### DATA TO PROCESS

◇ ◇ ◇ ◇ ◇ ◇ ◇

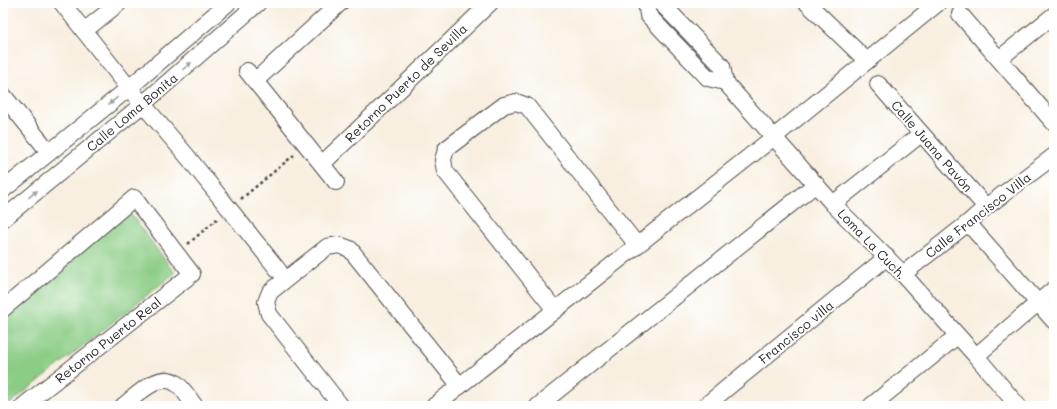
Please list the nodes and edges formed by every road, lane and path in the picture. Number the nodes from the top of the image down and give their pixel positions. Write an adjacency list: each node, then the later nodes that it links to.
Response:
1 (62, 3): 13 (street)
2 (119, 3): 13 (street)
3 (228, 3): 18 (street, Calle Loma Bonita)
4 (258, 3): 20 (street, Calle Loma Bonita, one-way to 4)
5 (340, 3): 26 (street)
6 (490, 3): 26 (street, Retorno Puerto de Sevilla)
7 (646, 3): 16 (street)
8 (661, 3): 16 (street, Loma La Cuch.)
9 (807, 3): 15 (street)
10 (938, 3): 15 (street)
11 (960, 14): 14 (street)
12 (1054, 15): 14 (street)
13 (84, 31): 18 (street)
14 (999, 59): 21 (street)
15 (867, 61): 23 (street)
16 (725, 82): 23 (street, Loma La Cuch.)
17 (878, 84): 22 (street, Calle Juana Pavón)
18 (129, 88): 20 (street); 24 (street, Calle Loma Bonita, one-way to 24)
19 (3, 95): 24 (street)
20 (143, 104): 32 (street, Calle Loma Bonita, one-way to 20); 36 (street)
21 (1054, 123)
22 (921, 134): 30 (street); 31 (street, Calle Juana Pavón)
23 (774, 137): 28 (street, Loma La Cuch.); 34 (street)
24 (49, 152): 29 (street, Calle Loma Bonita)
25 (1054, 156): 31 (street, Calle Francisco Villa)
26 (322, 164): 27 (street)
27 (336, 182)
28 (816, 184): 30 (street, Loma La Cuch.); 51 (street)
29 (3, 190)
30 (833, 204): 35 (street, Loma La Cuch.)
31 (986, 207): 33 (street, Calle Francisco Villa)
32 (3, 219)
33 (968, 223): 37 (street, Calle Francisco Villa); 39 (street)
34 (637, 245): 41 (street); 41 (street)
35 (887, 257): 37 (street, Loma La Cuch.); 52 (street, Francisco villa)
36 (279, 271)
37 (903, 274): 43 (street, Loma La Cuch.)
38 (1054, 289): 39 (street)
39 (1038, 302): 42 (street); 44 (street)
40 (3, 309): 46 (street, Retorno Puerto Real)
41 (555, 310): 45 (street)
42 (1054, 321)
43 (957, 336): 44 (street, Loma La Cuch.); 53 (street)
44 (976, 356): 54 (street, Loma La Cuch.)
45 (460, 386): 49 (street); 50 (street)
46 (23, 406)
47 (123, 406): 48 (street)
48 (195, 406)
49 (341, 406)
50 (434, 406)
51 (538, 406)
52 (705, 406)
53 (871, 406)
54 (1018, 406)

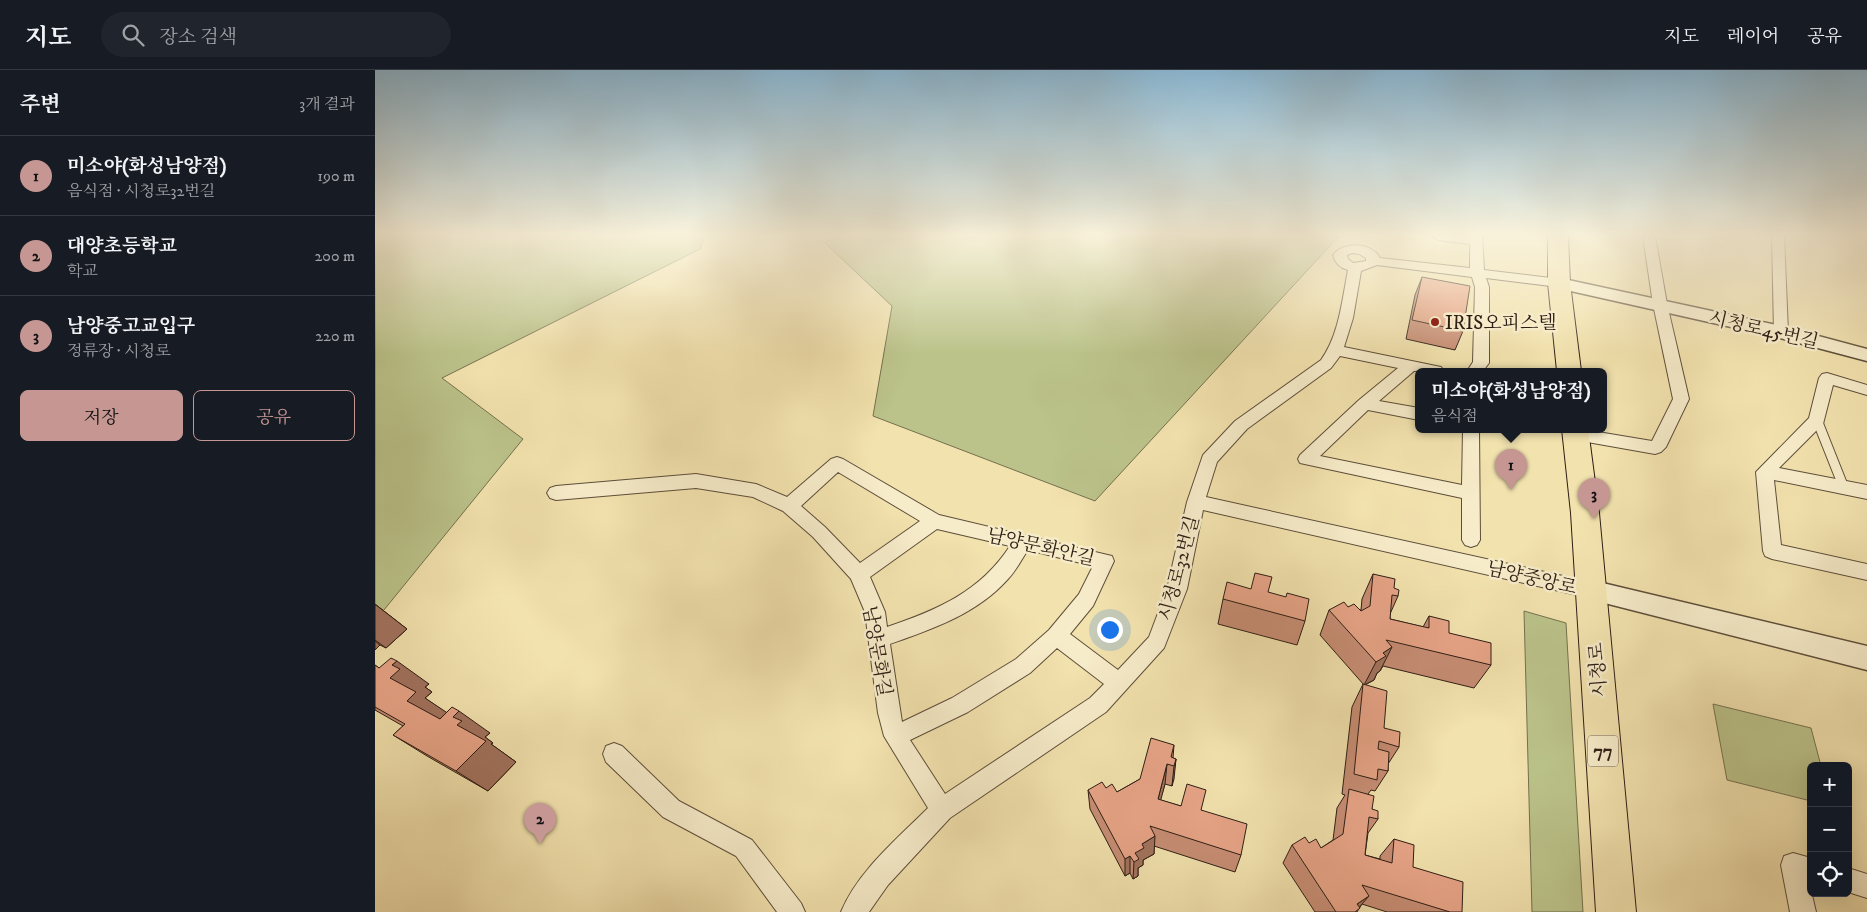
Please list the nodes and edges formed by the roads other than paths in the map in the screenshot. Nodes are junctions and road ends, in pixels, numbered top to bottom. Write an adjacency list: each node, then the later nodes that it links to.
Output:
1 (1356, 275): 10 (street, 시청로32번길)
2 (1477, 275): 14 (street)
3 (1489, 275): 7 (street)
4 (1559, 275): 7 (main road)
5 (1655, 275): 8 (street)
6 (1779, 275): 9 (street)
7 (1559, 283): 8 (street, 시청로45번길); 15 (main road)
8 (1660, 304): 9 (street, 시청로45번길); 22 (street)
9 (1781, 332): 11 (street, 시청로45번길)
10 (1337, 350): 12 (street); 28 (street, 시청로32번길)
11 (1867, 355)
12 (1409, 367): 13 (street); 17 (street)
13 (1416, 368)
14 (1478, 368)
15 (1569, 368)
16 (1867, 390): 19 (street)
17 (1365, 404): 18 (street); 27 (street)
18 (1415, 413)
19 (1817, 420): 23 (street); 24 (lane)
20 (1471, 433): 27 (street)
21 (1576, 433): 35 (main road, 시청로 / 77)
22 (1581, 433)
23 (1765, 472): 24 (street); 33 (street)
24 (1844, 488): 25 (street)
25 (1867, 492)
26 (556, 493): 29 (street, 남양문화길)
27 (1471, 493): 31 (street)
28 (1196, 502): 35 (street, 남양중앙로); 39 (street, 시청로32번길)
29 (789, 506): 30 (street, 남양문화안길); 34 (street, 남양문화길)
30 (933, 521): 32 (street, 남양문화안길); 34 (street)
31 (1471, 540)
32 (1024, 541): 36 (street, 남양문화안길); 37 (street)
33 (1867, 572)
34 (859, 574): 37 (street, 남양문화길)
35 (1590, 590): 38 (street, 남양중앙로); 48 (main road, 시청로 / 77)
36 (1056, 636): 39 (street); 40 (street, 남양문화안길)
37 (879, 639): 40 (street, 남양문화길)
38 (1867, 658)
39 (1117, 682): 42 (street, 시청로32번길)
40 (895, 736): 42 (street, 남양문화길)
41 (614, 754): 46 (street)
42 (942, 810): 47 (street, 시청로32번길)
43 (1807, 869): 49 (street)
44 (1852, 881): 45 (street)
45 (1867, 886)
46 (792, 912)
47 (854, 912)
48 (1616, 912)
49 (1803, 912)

◇ ◇ ◇ ◇ ◇ ◇ ◇

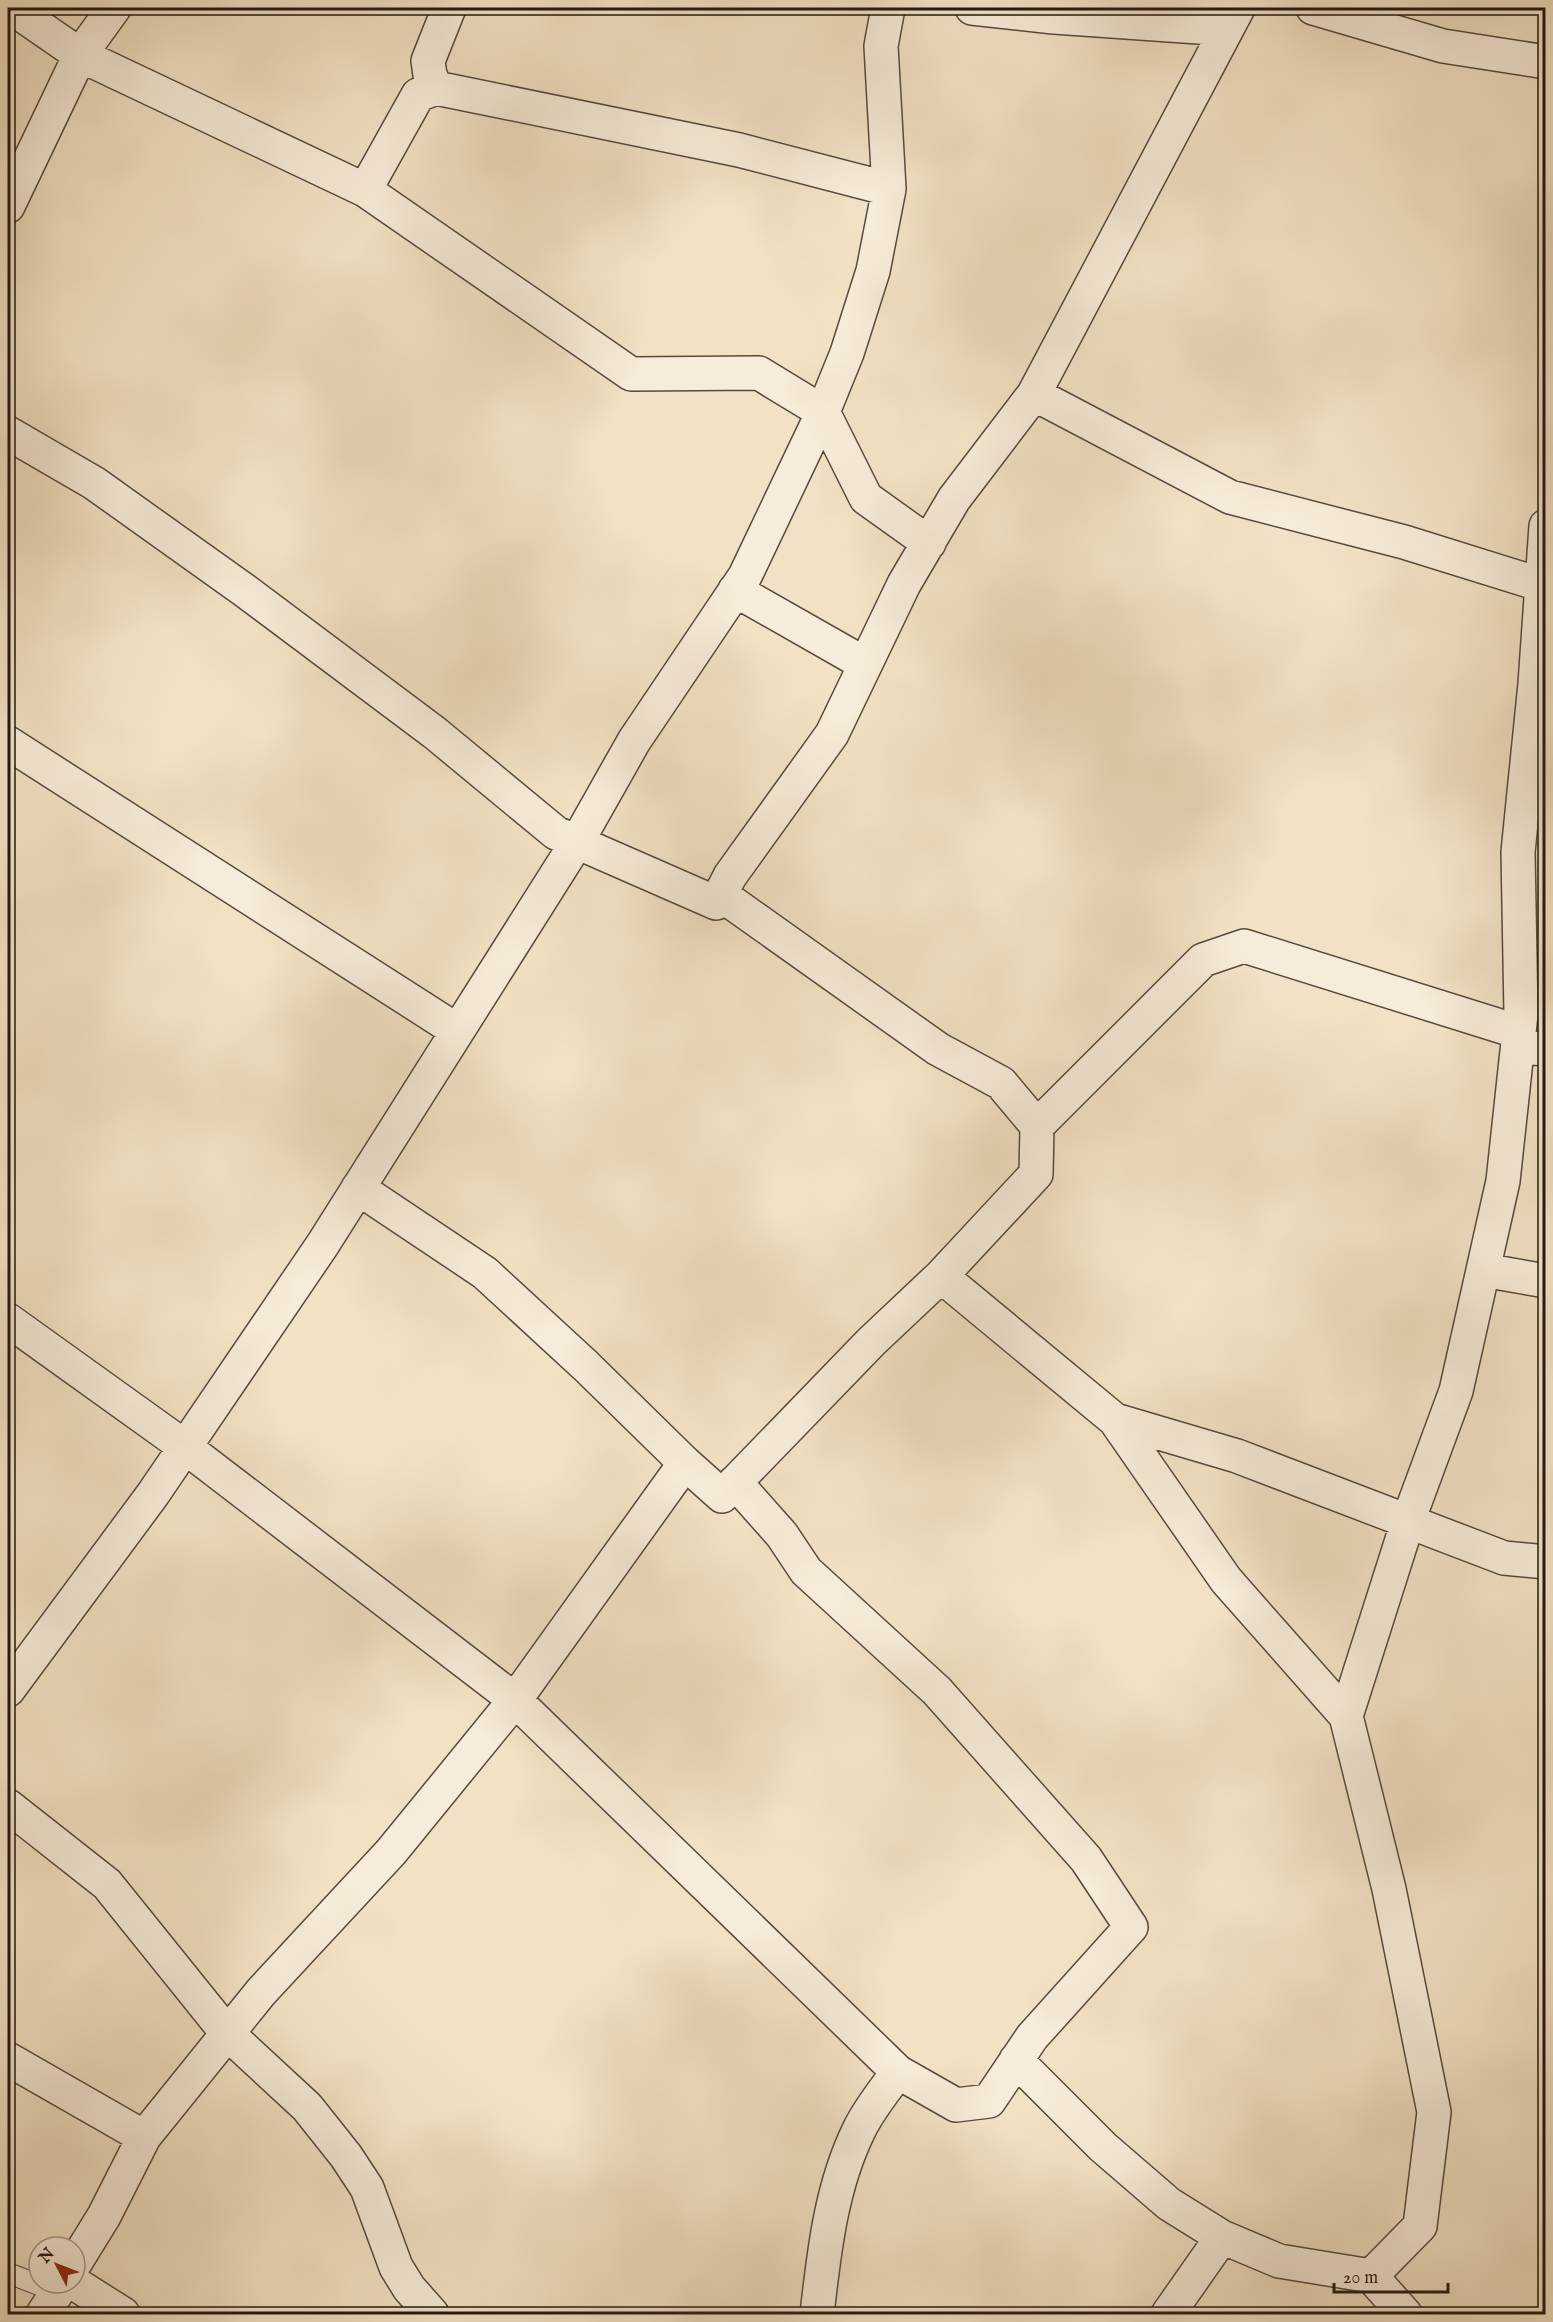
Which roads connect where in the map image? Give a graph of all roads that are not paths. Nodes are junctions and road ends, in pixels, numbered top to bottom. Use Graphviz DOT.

◇ ◇ ◇ ◇ ◇ ◇ ◇

### WHAT TO WORK ON
A count is needed of the lines in this data that contain "each"; give the number and no other text.

### SOLUTION
2